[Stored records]

+ + + + +

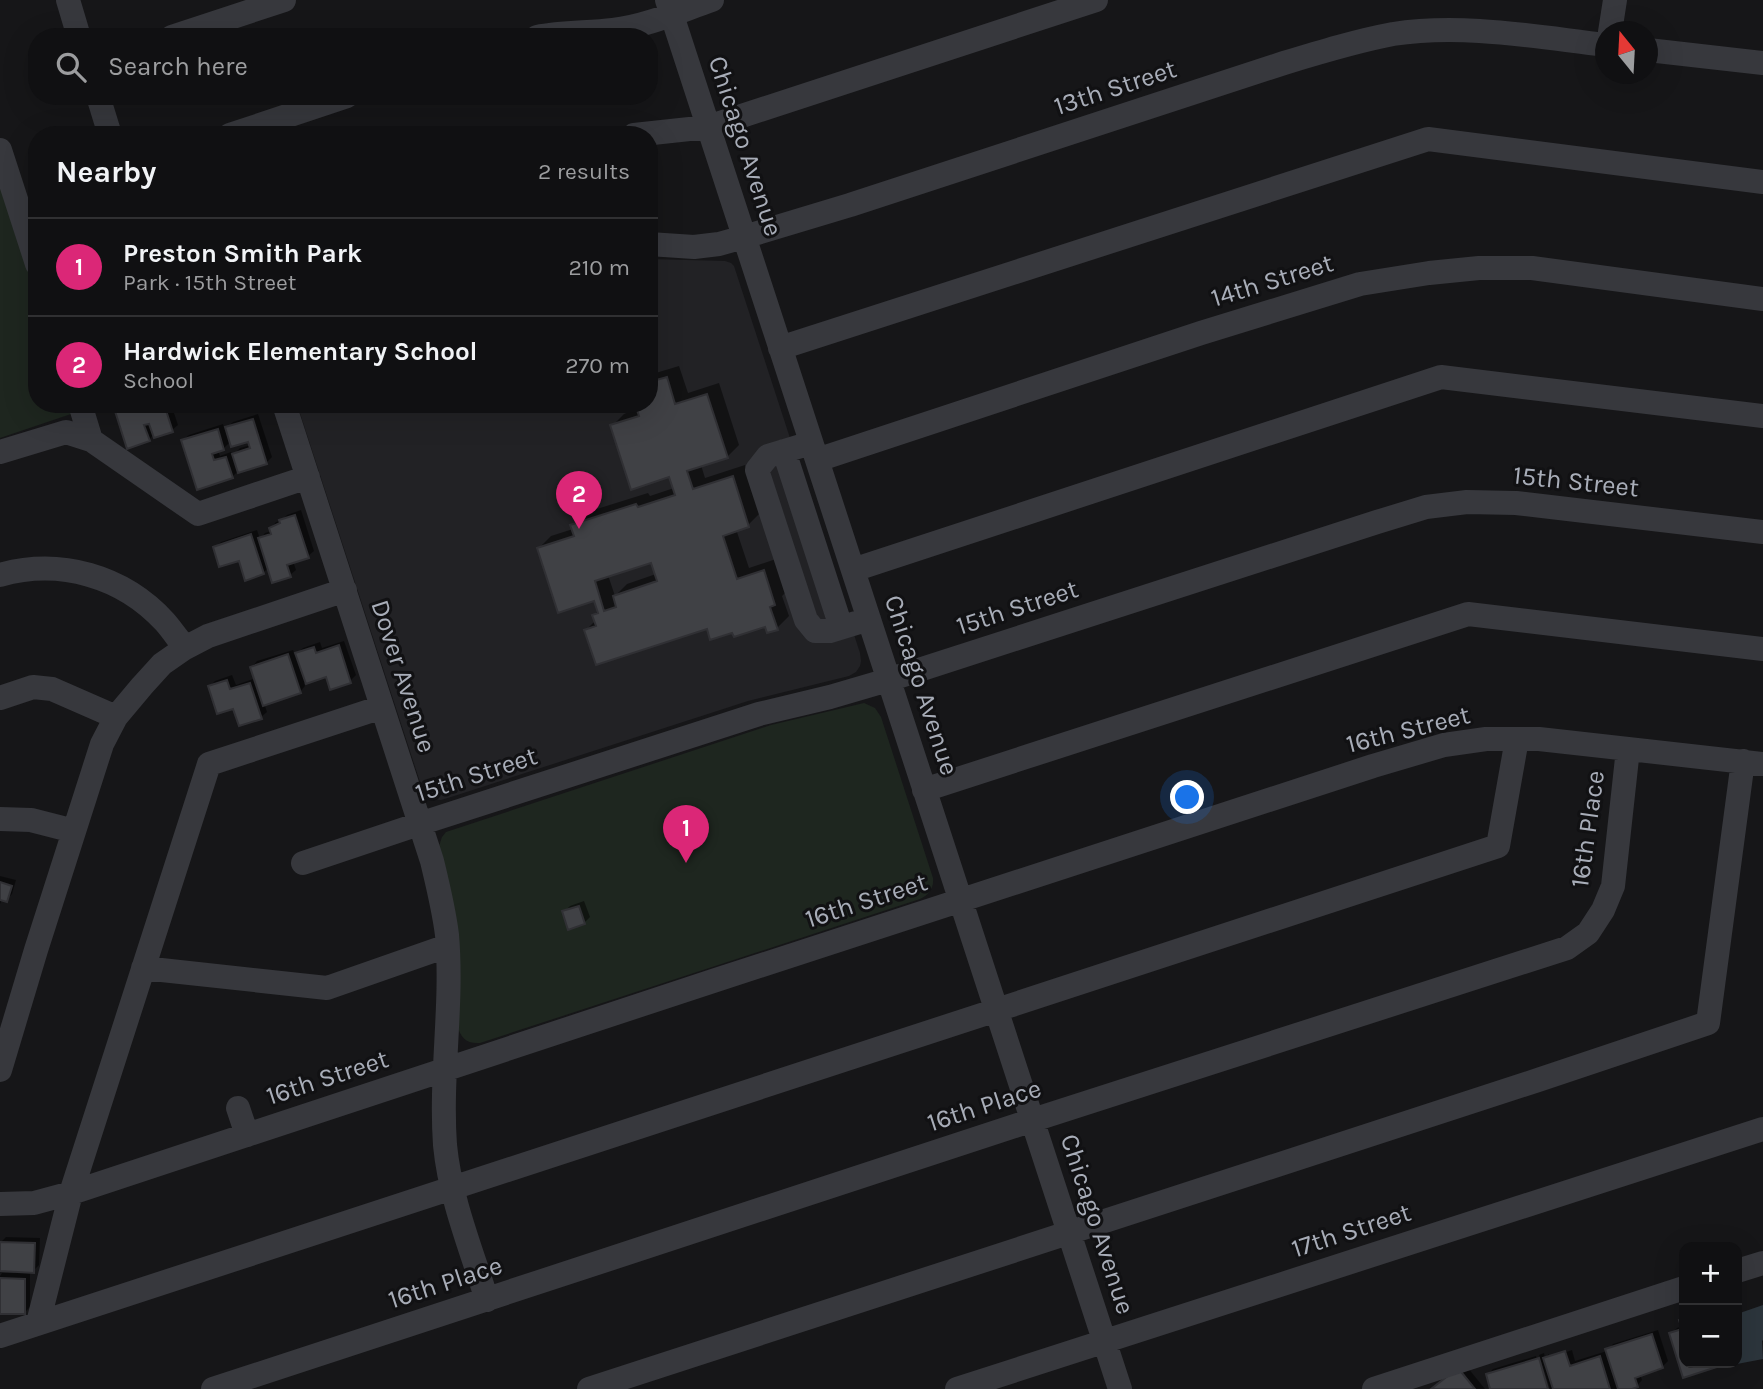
<!DOCTYPE html>
<html lang="en">
<head>
<meta charset="utf-8">
<style>
  body { margin:0; font-family:Karla,sans-serif; background:#1e1e20; color:#f1f3f6 }
  .controls { position:absolute; right:21px; bottom:21px; display:grid; overflow:hidden; border-radius:14px; box-shadow:0 7px 28px #0002 }
  .controls button { width:63px; height:63px; display:grid; place-items:center; padding:0; border:0; border-bottom:2px solid #303032; background:#101012; color:#f1f3f6; font:35px sans-serif }
  .compass { position:absolute; left:1595px; top:21px; width:63px; height:63px; border-radius:50%; background:#101012; box-shadow:0 7px 28px #0002; rotate:342deg }
  .you { position:absolute; left:1188px; top:798px; width:24px; height:24px; margin:-18px; border:5px solid #fff; border-radius:50%; background:#1a73e8; box-shadow:0 0 0 10px #1a73e833 }
  .badge { display:grid; place-items:center; width:46px; height:46px; border-radius:50%; background:#db2777; color:#fff; font-size:23px; font-weight:700 }
  .pin { position:absolute; translate:-50% -58px; filter:drop-shadow(0 2px 4px #0008) }
  .pin::after { content:''; position:absolute; top:37px; width:24px; height:21px; background:inherit; clip-path:polygon(0 0,100% 0,50% 100%) }
  .list { margin:0; padding:0; list-style:none }
  h2 { display:flex; justify-content:space-between; align-items:center; height:91px; margin:0; padding:0 28px; font-size:30px }
  h2 small { font-size:23px; font-weight:400; color:#9c9d9f }
  .list li { display:grid; grid-template-columns:46px 1fr auto; gap:21px; align-items:center; box-sizing:border-box; height:98px; padding:0 28px; border-top:2px solid #303032 }
  .list b { display:block; font-size:26px; white-space:nowrap }
  .list p { margin:0; font-size:23px; white-space:nowrap; color:#9c9d9f }
  .list em { font-size:23px; font-style:normal; color:#9c9d9f }
  .icon { flex:none; width:38px; height:38px; fill:none; stroke:currentColor; stroke-width:2; stroke-linecap:round; stroke-linejoin:round }
  .map { position:relative; flex:none; width:1763px; height:1389px; overflow:hidden }
  .search { position:absolute; background:#101012; box-shadow:0 7px 28px #0002; left:28px; top:28px; width:630px; height:77px; display:flex; align-items:center; gap:18px; box-sizing:border-box; padding:0 24px; border-radius:28px; color:#9c9d9f; font-size:26px }
  .panel { position:absolute; background:#101012; box-shadow:0 7px 28px #0002; left:28px; top:126px; width:630px; height:287px; border-radius:28px }
  .map>svg:first-child { display:block }
</style>
</head>
<body>
<div class="map">
<svg width="1763" height="1389" viewBox="0 0 1763 1389">
  <rect width="100%" height="100%" fill="#161618"/>
  <path fill="#222225" d="M 649,259 L 725,261 L 731,263 L 734,266 L 860,653 L 861,661 L 860,666 L 856,672 L 849,676 L 748,701 L 451,797 L 441,800 L 431,799 L 424,793 L 422,788 L 297,404 L 649,404 Z"/>
  <path fill="#1e261f" d="M 0,185 L 37,298 L 37,404 L 71,404 L 74,413 L 0,438 Z
    M 864,703 L 875,708 L 881,717 L 933,878 C 934,888 929,895 920,899 L 480,1043 C 466,1044 461,1038 457,1025 L 439,846 L 442,837 L 446,832 L 771,725 Z"/>
  <path fill="#2c353c" d="M 1763,1305 L 1763,1340 L 1762,1341 L 1763,1359 L 1737,1364 L 1737,1314 Z"/>
  <path fill="#0007" fill-rule="evenodd" d="M 679,366 L 688,393 L 719,383 L 739,445 L 727,457 L 701,465 L 705,478 L 745,465 L 760,513 L 748,525 L 736,529 L 749,568 L 776,559 L 787,591 L 782,596 L 789,616 L 777,628 L 766,625 L 733,631 L 708,626 L 586,630 L 596,620 L 594,615 L 599,610 L 595,599 L 539,548 L 551,536 L 573,529 L 572,525 L 584,513 L 648,493 L 650,496 L 674,488 L 670,475 L 612,426 L 624,414 L 649,404 L 649,375 ZM 652,561 L 656,574 L 627,584 L 615,596 L 608,575 Z
    M 126,404 L 171,404 L 178,425 L 172,430 L 154,434 L 149,440 L 116,411 Z
    M 258,414 L 272,457 L 267,462 L 239,470 L 232,477 L 183,440 L 189,435 L 223,424 L 225,430 L 233,422 ZM 249,440 L 251,445 L 240,448 L 233,456 L 231,452 L 220,456 L 218,450 L 223,449 L 231,441 Z
    M 301,510 L 314,551 L 308,556 L 293,561 L 296,570 L 290,575 L 269,567 L 263,573 L 240,558 L 215,548 L 221,542 L 257,530 L 260,539 L 265,533 L 272,531 L 271,528 L 276,522 L 281,521 L 287,515 Z
    M 344,641 L 356,675 L 350,681 L 327,675 L 304,683 L 305,686 L 300,692 L 264,703 L 267,712 L 261,717 L 234,706 L 210,686 L 215,681 L 232,675 L 236,685 L 256,678 L 252,667 L 257,661 L 293,650 L 295,655 L 303,648 L 320,642 L 322,648 Z
    M 0,876 L 16,880 L 12,894 L 6,900 L 2,899 L 0,904 Z
    M 584,901 L 590,917 L 584,923 L 564,912 L 570,906 Z
    M 6,1237 L 40,1238 L 39,1265 L 33,1271 L 30,1271 L 30,1307 L 24,1313 L 0,1312 L 0,1276 L 2,1273 L 15,1273 L 16,1270 L 0,1269 L 0,1243 Z
    M 1684,1317 L 1684,1363 L 1723,1363 L 1685,1375 L 1671,1334 L 1677,1328 L 1683,1326 L 1681,1320 Z
    M 1658,1330 L 1668,1361 L 1662,1367 L 1640,1374 L 1642,1380 L 1637,1386 L 1627,1389 L 1620,1389 L 1619,1387 L 1617,1389 L 1550,1389 L 1539,1355 L 1544,1353 L 1545,1358 L 1549,1354 L 1549,1358 L 1572,1350 L 1575,1361 L 1607,1351 L 1613,1344 Z
    M 1536,1356 L 1546,1389 L 1492,1389 L 1488,1374 L 1493,1369 Z
    M 1464,1363 L 1485,1389 L 1432,1389 Z"/>
  <path fill="#404145" stroke="#303034" stroke-width="2" fill-rule="evenodd" d="M 667,377 L 675,404 L 707,394 L 728,458 L 687,471 L 693,489 L 733,476 L 749,527 L 723,536 L 737,579 L 764,570 L 775,605 L 770,607 L 778,630 L 767,633 L 765,627 L 734,637 L 732,633 L 710,640 L 707,629 L 596,665 L 584,630 L 596,626 L 592,615 L 598,613 L 594,601 L 558,613 L 537,548 L 574,536 L 570,525 L 636,504 L 638,507 L 675,495 L 669,477 L 631,490 L 610,425 L 639,416 L 635,404 L 649,404 L 649,382 ZM 651,563 L 657,581 L 613,596 L 616,607 L 604,611 L 595,581 Z
    M 134,404 L 164,404 L 173,432 L 154,438 L 149,424 L 144,425 L 150,441 L 127,449 L 115,411 Z
    M 253,419 L 267,464 L 238,473 L 232,454 L 250,448 L 248,442 L 231,447 L 225,427 Z
    M 218,429 L 224,450 L 212,454 L 214,460 L 226,457 L 233,478 L 197,490 L 181,440 Z
    M 295,515 L 309,558 L 287,565 L 291,577 L 272,583 L 258,538 L 271,534 L 269,528 L 280,523 L 279,520 Z
    M 251,534 L 264,574 L 245,581 L 239,561 L 219,567 L 213,547 Z
    M 339,645 L 351,683 L 330,690 L 326,677 L 306,684 L 295,653 L 314,647 L 316,653 Z
    M 288,654 L 301,693 L 263,706 L 250,667 Z
    M 227,680 L 230,689 L 250,683 L 262,719 L 239,726 L 233,709 L 217,714 L 208,686 Z
    M 0,882 L 12,886 L 7,902 L 0,900 Z
    M 579,906 L 585,924 L 568,930 L 562,911 Z
    M 0,1242 L 35,1243 L 34,1273 L 0,1271 Z
    M 0,1278 L 25,1279 L 25,1314 L 0,1314 Z
    M 1684,1318 L 1684,1363 L 1723,1363 L 1723,1365 L 1683,1378 L 1669,1333 L 1682,1329 L 1679,1320 Z
    M 1652,1334 L 1663,1368 L 1635,1378 L 1638,1387 L 1632,1389 L 1618,1389 L 1605,1349 Z
    M 1565,1351 L 1570,1366 L 1600,1356 L 1610,1389 L 1553,1389 L 1543,1358 Z
    M 1539,1358 L 1548,1389 L 1490,1389 L 1486,1374 Z
    M 1458,1368 L 1475,1389 L 1431,1389 Z"/>
  <g fill="none" stroke-linecap="round" stroke-linejoin="round">
    <path stroke="#37383d" stroke-width="24" d="M 68,0 L 79,37
      M 667,0 L 1120,1389
      M 1610,32 L 1615,0
      M 172,37 L 284,0
      M 537,37 C 562,32 588,33 613,30 C 647,26 680,11 712,0
      M 1648,50 L 1763,63
      M 98,96 L 110,135
      M 230,135 L 347,96
      M 634,135 L 708,127 L 1096,0
      M 0,150 L 37,264
      M 649,244 L 694,247 L 719,244 L 744,237 L 850,205 L 1284,63 C 1320,52 1356,41 1393,34 C 1463,23 1536,37 1606,45
      M 780,348 L 1428,139 L 1763,182
      M 80,404 L 91,440
      M 284,404 L 432,861 C 438,886 444,910 447,935 C 453,1005 440,1075 445,1145 C 450,1198 471,1249 487,1300
      M 811,443 L 768,456 L 757,470 L 806,620 L 815,631 L 830,631 L 869,619
      M 784,451 L 841,627
      M 0,452 L 66,432 L 91,440 L 198,514 L 308,477
      M 817,460 L 1201,333 L 1360,284 L 1429,273 L 1479,268 L 1532,268 L 1763,299
      M 853,570 L 1441,377 L 1763,416
      M 0,575 C 60,558 123,576 165,622 C 172,630 178,639 185,648
      M 0,698 L 33,687 L 52,689 L 116,717
      M 924,790 L 1468,614 L 1763,649
      M 0,819 L 31,820 L 74,831
      M 303,863 L 419,824 L 759,714 L 830,697 L 888,680 L 1377,522 L 1426,507 L 1467,502 L 1516,503 L 1763,532
      M 143,968 L 327,988 L 447,946
      M 0,1070 L 36,950 L 102,744 L 116,717 L 142,686 L 162,664 L 185,648 L 208,636 L 345,590
      M 238,1108 L 247,1135
      M 0,1204 L 34,1203 L 71,1193 L 716,980 L 1373,766 L 1444,745 L 1486,739 L 1539,739 L 1763,764
      M 1737,1271 L 1763,1263
      M 38,1323 L 71,1193 L 209,764 L 382,707
      M 0,1336 C 499,1172 999,1011 1498,846 L 1517,739
      M 213,1389 L 1033,1120 L 1567,948 L 1588,933 L 1603,910 L 1613,886 L 1628,749
      M 589,1389 L 1538,1080 L 1708,1023 L 1743,761
      M 957,1389 L 1763,1129
      M 1374,1389 L 1684,1288"/>
  </g>
  <g text-anchor="middle" stroke-width="6" stroke-linejoin="round" paint-order="stroke">
    <g font-size="26" fill="#a8adb8" stroke="#111113">
      <text transform="translate(1115 87) rotate(-18)" y="9">13th Street</text>
      <text transform="translate(746 146) rotate(72)" y="9">Chicago Avenue</text>
      <text transform="translate(1272 280) rotate(-17)" y="9">14th Street</text>
      <text transform="translate(1576 481) rotate(6)" y="9">15th Street</text>
      <text transform="translate(1017 607) rotate(-18)" y="9">15th Street</text>
      <text transform="translate(404 676) rotate(72)" y="9">Dover Avenue</text>
      <text transform="translate(922 685) rotate(72)" y="9">Chicago Avenue</text>
      <text transform="translate(1408 729) rotate(-14)" y="9">16th Street</text>
      <text transform="translate(476 774) rotate(-18)" y="9">15th Street</text>
      <text transform="translate(1587 829) rotate(-82)" y="9">16th Place</text>
      <text transform="translate(866 900) rotate(-18)" y="9">16th Street</text>
      <text transform="translate(327 1077) rotate(-18)" y="9">16th Street</text>
      <text transform="translate(984 1105) rotate(-18)" y="9">16th Place</text>
      <text transform="translate(1098 1224) rotate(72)" y="9">Chicago Avenue</text>
      <text transform="translate(1351 1230) rotate(-18)" y="9">17th Street</text>
      <text transform="translate(445 1282) rotate(-18)" y="9">16th Place</text>
    </g>
  </g>
</svg>
<div class="controls">
<button>+</button>
<button>−</button>
</div>
<svg class="compass" viewBox="-18 -18 36 36"><path d="M0-13l5 13h-10z" fill="#e53935"/><path d="M0 13l5-13h-10z" fill="#9c9d9f"/></svg>
<div class="you"></div>
<div class="pin badge" style="left:686px;top:863px">1</div>
<div class="pin badge" style="left:579px;top:529px">2</div>
<div class="search"><svg class="icon" aria-label="search" viewBox="0 0 24 24"><circle cx="10" cy="10" r="6"/><path d="M15 15l6 6"/></svg>Search here</div>
<section class="panel">
<h2>Nearby<small>2 results</small></h2>
<ul class="list">
<li><span class="badge">1</span><div><b>Preston Smith Park</b><p>Park · 15th Street</p></div><em>210 m</em></li>
<li><span class="badge">2</span><div><b>Hardwick Elementary School</b><p>School</p></div><em>270 m</em></li>
</ul>
</section>
</div>
</body>
</html>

+ + + + +

- **Directions for this task**
Give again exactly, and only, the lines above starting at the one with "M 258,414 L" and ending at the one with "M 6,1237 L 40,1238".

- **Reply to the task**
    M 258,414 L 272,457 L 267,462 L 239,470 L 232,477 L 183,440 L 189,435 L 223,424 L 225,430 L 233,422 ZM 249,440 L 251,445 L 240,448 L 233,456 L 231,452 L 220,456 L 218,450 L 223,449 L 231,441 Z
    M 301,510 L 314,551 L 308,556 L 293,561 L 296,570 L 290,575 L 269,567 L 263,573 L 240,558 L 215,548 L 221,542 L 257,530 L 260,539 L 265,533 L 272,531 L 271,528 L 276,522 L 281,521 L 287,515 Z
    M 344,641 L 356,675 L 350,681 L 327,675 L 304,683 L 305,686 L 300,692 L 264,703 L 267,712 L 261,717 L 234,706 L 210,686 L 215,681 L 232,675 L 236,685 L 256,678 L 252,667 L 257,661 L 293,650 L 295,655 L 303,648 L 320,642 L 322,648 Z
    M 0,876 L 16,880 L 12,894 L 6,900 L 2,899 L 0,904 Z
    M 584,901 L 590,917 L 584,923 L 564,912 L 570,906 Z
    M 6,1237 L 40,1238 L 39,1265 L 33,1271 L 30,1271 L 30,1307 L 24,1313 L 0,1312 L 0,1276 L 2,1273 L 15,1273 L 16,1270 L 0,1269 L 0,1243 Z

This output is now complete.